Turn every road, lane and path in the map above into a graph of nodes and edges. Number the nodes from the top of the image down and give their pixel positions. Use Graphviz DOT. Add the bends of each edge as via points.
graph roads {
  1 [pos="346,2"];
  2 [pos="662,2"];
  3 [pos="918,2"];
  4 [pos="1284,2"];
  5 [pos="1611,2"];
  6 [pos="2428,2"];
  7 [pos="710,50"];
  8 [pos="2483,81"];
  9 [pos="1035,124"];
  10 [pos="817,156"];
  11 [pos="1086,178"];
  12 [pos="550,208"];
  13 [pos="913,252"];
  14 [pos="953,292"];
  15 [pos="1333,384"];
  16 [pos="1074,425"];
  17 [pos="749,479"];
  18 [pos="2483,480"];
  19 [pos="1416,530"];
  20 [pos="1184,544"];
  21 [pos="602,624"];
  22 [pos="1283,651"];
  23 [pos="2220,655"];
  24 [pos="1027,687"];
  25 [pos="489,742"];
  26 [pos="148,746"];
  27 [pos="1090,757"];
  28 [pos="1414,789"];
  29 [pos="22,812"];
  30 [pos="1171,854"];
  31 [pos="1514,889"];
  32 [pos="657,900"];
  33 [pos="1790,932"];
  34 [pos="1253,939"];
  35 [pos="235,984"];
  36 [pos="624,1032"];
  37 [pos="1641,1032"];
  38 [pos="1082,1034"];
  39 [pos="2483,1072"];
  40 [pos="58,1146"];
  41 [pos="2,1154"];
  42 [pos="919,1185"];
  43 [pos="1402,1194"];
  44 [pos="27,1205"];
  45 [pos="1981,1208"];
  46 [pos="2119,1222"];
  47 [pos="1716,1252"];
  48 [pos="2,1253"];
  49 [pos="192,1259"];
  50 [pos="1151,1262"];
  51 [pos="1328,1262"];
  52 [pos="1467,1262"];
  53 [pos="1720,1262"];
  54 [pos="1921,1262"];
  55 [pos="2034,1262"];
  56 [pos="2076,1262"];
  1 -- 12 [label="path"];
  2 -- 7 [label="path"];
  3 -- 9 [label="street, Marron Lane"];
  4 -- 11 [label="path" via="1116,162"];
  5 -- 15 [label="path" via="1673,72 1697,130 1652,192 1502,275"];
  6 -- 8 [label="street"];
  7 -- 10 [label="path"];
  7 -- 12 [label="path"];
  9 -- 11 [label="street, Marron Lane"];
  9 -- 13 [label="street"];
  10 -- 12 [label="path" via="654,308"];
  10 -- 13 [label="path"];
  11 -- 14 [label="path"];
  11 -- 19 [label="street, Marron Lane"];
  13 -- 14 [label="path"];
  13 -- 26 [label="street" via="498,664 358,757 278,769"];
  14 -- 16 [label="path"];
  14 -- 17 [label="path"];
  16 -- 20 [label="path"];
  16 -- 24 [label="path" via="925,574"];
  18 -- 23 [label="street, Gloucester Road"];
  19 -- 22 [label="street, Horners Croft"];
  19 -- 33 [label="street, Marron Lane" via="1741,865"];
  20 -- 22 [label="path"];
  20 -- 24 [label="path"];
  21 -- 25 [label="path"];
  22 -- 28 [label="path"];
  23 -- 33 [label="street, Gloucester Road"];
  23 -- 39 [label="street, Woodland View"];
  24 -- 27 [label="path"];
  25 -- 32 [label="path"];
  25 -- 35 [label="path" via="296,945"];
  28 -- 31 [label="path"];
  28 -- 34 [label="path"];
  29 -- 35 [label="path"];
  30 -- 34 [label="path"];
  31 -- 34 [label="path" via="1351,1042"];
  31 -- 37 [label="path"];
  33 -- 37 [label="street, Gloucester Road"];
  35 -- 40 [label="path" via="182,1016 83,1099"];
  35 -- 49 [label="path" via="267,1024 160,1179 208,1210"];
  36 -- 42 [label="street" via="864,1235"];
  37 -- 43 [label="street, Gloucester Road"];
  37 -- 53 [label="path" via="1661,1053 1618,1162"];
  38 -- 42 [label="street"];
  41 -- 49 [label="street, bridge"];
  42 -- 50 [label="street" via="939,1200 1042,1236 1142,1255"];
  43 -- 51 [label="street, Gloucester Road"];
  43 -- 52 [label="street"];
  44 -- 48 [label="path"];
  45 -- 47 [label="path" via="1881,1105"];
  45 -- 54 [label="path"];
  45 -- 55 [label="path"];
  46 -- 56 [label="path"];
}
════════
- WHAT YOU WILL DO: Every entry must come back exactly as written above.

- TASK SOLUTION:
Turn every road, lane and path in the map above into a graph of nodes and edges. Number the nodes from the top of the image down and give their pixel positions. Use Graphviz DOT. Add the bends of each edge as via points.
graph roads {
  1 [pos="346,2"];
  2 [pos="662,2"];
  3 [pos="918,2"];
  4 [pos="1284,2"];
  5 [pos="1611,2"];
  6 [pos="2428,2"];
  7 [pos="710,50"];
  8 [pos="2483,81"];
  9 [pos="1035,124"];
  10 [pos="817,156"];
  11 [pos="1086,178"];
  12 [pos="550,208"];
  13 [pos="913,252"];
  14 [pos="953,292"];
  15 [pos="1333,384"];
  16 [pos="1074,425"];
  17 [pos="749,479"];
  18 [pos="2483,480"];
  19 [pos="1416,530"];
  20 [pos="1184,544"];
  21 [pos="602,624"];
  22 [pos="1283,651"];
  23 [pos="2220,655"];
  24 [pos="1027,687"];
  25 [pos="489,742"];
  26 [pos="148,746"];
  27 [pos="1090,757"];
  28 [pos="1414,789"];
  29 [pos="22,812"];
  30 [pos="1171,854"];
  31 [pos="1514,889"];
  32 [pos="657,900"];
  33 [pos="1790,932"];
  34 [pos="1253,939"];
  35 [pos="235,984"];
  36 [pos="624,1032"];
  37 [pos="1641,1032"];
  38 [pos="1082,1034"];
  39 [pos="2483,1072"];
  40 [pos="58,1146"];
  41 [pos="2,1154"];
  42 [pos="919,1185"];
  43 [pos="1402,1194"];
  44 [pos="27,1205"];
  45 [pos="1981,1208"];
  46 [pos="2119,1222"];
  47 [pos="1716,1252"];
  48 [pos="2,1253"];
  49 [pos="192,1259"];
  50 [pos="1151,1262"];
  51 [pos="1328,1262"];
  52 [pos="1467,1262"];
  53 [pos="1720,1262"];
  54 [pos="1921,1262"];
  55 [pos="2034,1262"];
  56 [pos="2076,1262"];
  1 -- 12 [label="path"];
  2 -- 7 [label="path"];
  3 -- 9 [label="street, Marron Lane"];
  4 -- 11 [label="path" via="1116,162"];
  5 -- 15 [label="path" via="1673,72 1697,130 1652,192 1502,275"];
  6 -- 8 [label="street"];
  7 -- 10 [label="path"];
  7 -- 12 [label="path"];
  9 -- 11 [label="street, Marron Lane"];
  9 -- 13 [label="street"];
  10 -- 12 [label="path" via="654,308"];
  10 -- 13 [label="path"];
  11 -- 14 [label="path"];
  11 -- 19 [label="street, Marron Lane"];
  13 -- 14 [label="path"];
  13 -- 26 [label="street" via="498,664 358,757 278,769"];
  14 -- 16 [label="path"];
  14 -- 17 [label="path"];
  16 -- 20 [label="path"];
  16 -- 24 [label="path" via="925,574"];
  18 -- 23 [label="street, Gloucester Road"];
  19 -- 22 [label="street, Horners Croft"];
  19 -- 33 [label="street, Marron Lane" via="1741,865"];
  20 -- 22 [label="path"];
  20 -- 24 [label="path"];
  21 -- 25 [label="path"];
  22 -- 28 [label="path"];
  23 -- 33 [label="street, Gloucester Road"];
  23 -- 39 [label="street, Woodland View"];
  24 -- 27 [label="path"];
  25 -- 32 [label="path"];
  25 -- 35 [label="path" via="296,945"];
  28 -- 31 [label="path"];
  28 -- 34 [label="path"];
  29 -- 35 [label="path"];
  30 -- 34 [label="path"];
  31 -- 34 [label="path" via="1351,1042"];
  31 -- 37 [label="path"];
  33 -- 37 [label="street, Gloucester Road"];
  35 -- 40 [label="path" via="182,1016 83,1099"];
  35 -- 49 [label="path" via="267,1024 160,1179 208,1210"];
  36 -- 42 [label="street" via="864,1235"];
  37 -- 43 [label="street, Gloucester Road"];
  37 -- 53 [label="path" via="1661,1053 1618,1162"];
  38 -- 42 [label="street"];
  41 -- 49 [label="street, bridge"];
  42 -- 50 [label="street" via="939,1200 1042,1236 1142,1255"];
  43 -- 51 [label="street, Gloucester Road"];
  43 -- 52 [label="street"];
  44 -- 48 [label="path"];
  45 -- 47 [label="path" via="1881,1105"];
  45 -- 54 [label="path"];
  45 -- 55 [label="path"];
  46 -- 56 [label="path"];
}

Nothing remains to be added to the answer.